Perfect is the Enemy of Creating Good Content

“Perfection is the enemy of profitability. Perfection is the enemy of success. You don’t need to be perfect, because nobody is.” – Mark Cuban

There are many challenges with being a PhD student or pursuing education or a purpose in life (either professionally or otherwise). Looking back now, my biggest challenge was focusing so much time on trying to be perfect. I literally spent years trying to figure out what is the perfect path for my research and the linear path of getting from A to B that I ignored some fundamental life truths:

  1. Successful people have multiple projects happening at the same time, and are able to gain higher standings by having a return on some of their projects. The reason that they have as many successful projects is because they have many many more unsuccessful projects.
  2. Few people are experts at everything.
  3. Most experts have a strong support system who are emerging experts at specific things, who in turn become expert later on in their own right.
  4. Most systems are designed to make people competent or good at many things (with varying degrees of importance) while becoming experts in a few (depending on their personal callings and specific needs in industry or academia).

For longer than I like to admit, I spent my PhD program trying to be perfect. I was scared of feeling inadequate and not deserving of my role as a PhD student. It was mostly an irrational fear, but it still impacted almost every decision I made in my PhD program. I was scared to turn down opportunities because I thought I needed those opportunities to be competitive. I gave everything equal time and attention, because I thought everything had to be perfect for me to be adequate. I spent so much time saying “yes” that I felt scared of what would happen if I ever said “no.”

I was scared of failing, which led me to pursue perfectionism. I justified it by saying: “I will never fail if I never stop trying to make it perfect.” I tried so hard to be perfect.

That led me to the Winter of 2018-2019. At this point, I had a decent number of poster and paper presentations at the Western Psychological Association and the Society for Personality and Social Psychology’s Annual Conference. I had a decent professional and academic network. I had taught statistics four times and TA’ed for five others at the graduate level. My CV was somewhat respectable.

I also had no papers and was unsure of the direction that I wanted to pursue with my academic life. I knew I was good enough to get a PhD, but I was afraid that my projects were too trivial for the goals that I had. This website, which was supposed to capture my thoughts about the field of Psychology, remained relatively sparse. I gained 8% body fat and went from ~240 pounds to ~275 pounds.

I seemed happy because I was mostly happy. But my fear of failure led me to pursue perfectionism, even though it would not work long term. If I was perfect, people would like me. If I was perfect, I could have job security. If I was perfect, I could justify going on this journey in the first place.

I could ignore failure if I always said it was because I was pursuing perfection. That is, until it hit me straight in the face. It felt like everything I thought I knew was a lie, and that all of my pursuits were for naught. I felt alone and uncertain about who I was and what I was doing with my life.

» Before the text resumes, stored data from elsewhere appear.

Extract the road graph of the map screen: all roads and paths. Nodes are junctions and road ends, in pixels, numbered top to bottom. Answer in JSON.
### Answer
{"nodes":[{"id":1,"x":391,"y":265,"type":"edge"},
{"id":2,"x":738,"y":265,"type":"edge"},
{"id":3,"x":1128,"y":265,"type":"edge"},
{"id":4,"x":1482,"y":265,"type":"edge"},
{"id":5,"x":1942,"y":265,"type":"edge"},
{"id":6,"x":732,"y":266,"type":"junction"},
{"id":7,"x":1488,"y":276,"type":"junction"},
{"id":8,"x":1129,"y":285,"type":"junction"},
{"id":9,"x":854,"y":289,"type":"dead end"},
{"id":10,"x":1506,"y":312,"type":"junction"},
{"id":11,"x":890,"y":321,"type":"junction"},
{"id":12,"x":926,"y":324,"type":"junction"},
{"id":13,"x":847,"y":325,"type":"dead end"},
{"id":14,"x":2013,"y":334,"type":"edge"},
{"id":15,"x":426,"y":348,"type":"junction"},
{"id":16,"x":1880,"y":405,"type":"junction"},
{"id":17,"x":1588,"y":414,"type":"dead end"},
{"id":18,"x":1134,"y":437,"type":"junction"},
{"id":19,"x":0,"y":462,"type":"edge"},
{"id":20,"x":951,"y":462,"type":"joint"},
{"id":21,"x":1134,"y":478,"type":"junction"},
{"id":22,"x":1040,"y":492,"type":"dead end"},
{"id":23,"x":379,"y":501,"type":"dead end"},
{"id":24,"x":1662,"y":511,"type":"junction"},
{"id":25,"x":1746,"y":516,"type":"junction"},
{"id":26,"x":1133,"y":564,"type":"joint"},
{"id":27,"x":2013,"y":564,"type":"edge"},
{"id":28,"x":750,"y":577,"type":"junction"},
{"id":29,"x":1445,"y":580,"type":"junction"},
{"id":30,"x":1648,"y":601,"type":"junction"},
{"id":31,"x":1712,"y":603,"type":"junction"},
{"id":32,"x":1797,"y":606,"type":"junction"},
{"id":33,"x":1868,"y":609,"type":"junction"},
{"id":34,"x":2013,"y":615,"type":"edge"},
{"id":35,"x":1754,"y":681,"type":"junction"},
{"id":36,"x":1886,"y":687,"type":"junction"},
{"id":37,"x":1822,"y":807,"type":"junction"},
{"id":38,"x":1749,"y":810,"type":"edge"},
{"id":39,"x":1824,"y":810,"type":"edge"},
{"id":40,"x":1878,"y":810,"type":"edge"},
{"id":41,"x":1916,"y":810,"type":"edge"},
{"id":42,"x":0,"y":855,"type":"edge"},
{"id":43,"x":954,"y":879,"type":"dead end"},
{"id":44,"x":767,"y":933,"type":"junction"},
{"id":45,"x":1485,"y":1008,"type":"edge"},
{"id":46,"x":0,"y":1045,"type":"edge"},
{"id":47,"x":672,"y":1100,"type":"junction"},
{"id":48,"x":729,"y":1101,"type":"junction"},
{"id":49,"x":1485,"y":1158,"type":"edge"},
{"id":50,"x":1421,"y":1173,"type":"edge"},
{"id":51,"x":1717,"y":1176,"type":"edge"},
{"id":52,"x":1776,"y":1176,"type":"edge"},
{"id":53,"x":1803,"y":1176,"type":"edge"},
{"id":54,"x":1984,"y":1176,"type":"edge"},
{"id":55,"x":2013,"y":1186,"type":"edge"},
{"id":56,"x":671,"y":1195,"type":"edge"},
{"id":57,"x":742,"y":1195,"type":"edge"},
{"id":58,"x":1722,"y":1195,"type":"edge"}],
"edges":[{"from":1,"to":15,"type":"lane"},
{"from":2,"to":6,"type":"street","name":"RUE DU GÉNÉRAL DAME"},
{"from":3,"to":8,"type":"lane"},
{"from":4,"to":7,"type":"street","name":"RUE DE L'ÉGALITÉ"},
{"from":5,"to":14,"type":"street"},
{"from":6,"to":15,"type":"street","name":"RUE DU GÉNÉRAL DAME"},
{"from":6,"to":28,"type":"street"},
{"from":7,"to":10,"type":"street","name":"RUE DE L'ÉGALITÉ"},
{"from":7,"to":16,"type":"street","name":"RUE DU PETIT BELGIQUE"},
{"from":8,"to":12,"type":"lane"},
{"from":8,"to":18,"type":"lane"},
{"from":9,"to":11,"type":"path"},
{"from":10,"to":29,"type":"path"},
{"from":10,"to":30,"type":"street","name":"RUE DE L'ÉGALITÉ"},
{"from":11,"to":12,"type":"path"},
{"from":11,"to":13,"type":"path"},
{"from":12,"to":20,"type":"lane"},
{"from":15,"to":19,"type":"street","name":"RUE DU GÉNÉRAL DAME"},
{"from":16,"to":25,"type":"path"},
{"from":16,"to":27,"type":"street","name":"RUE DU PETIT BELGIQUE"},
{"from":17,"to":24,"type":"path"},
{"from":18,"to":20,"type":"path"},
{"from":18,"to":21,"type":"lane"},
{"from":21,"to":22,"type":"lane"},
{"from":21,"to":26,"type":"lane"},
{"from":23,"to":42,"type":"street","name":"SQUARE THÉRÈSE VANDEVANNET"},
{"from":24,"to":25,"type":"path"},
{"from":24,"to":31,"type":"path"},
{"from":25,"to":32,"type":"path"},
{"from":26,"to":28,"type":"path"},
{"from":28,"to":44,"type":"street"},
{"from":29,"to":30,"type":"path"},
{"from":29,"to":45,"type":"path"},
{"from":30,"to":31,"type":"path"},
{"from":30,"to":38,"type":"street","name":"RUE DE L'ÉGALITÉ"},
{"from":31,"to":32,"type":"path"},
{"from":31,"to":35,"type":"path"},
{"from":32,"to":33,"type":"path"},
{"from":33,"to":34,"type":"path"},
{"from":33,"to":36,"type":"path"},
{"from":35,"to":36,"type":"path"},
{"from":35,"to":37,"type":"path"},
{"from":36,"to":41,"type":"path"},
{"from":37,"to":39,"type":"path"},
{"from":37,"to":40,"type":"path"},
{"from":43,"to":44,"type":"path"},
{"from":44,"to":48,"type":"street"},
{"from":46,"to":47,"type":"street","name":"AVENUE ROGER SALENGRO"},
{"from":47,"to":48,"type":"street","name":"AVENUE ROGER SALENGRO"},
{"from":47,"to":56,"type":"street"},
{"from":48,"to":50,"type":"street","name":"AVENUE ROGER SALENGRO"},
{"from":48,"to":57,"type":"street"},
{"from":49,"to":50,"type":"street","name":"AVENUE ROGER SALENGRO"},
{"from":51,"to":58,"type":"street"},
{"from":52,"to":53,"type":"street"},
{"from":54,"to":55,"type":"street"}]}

I realized that failure happens–true irreversible failure that makes you question who you are and why you made every decision you did, and if you could make different decisions afterwards. Pursuing perfectionism is a false shield that doesn’t protect anything long-term, and none of the benefits that come from learning through failure occurs if we don’t recognize why we failed.

Separately, failure can happen because life happens sometimes. It turns out that when failure hits you right in the face, you stop worrying about having to be perfect. I just knew that I had to do something to stop the emotional triage. For me, that meant switching from trying to do perfect work to doing good work. When failure and uncertainty hit that hard, doing good work becomes the search for a life raft. I thought that doing good work would get me to a place where I could figure out what to do next.

And then, something unexpected happened. Doing good work led me get papers off my desk that stalled for months or years. Being a good lecturer led to new views on teaching and the most successful classes that I have ever thought. Doing good projects led to new opportunities where I could learn more about who I am as a scientist and a researcher. I became a better researcher by trying to pursue good work and being in an environment that supported doing good work.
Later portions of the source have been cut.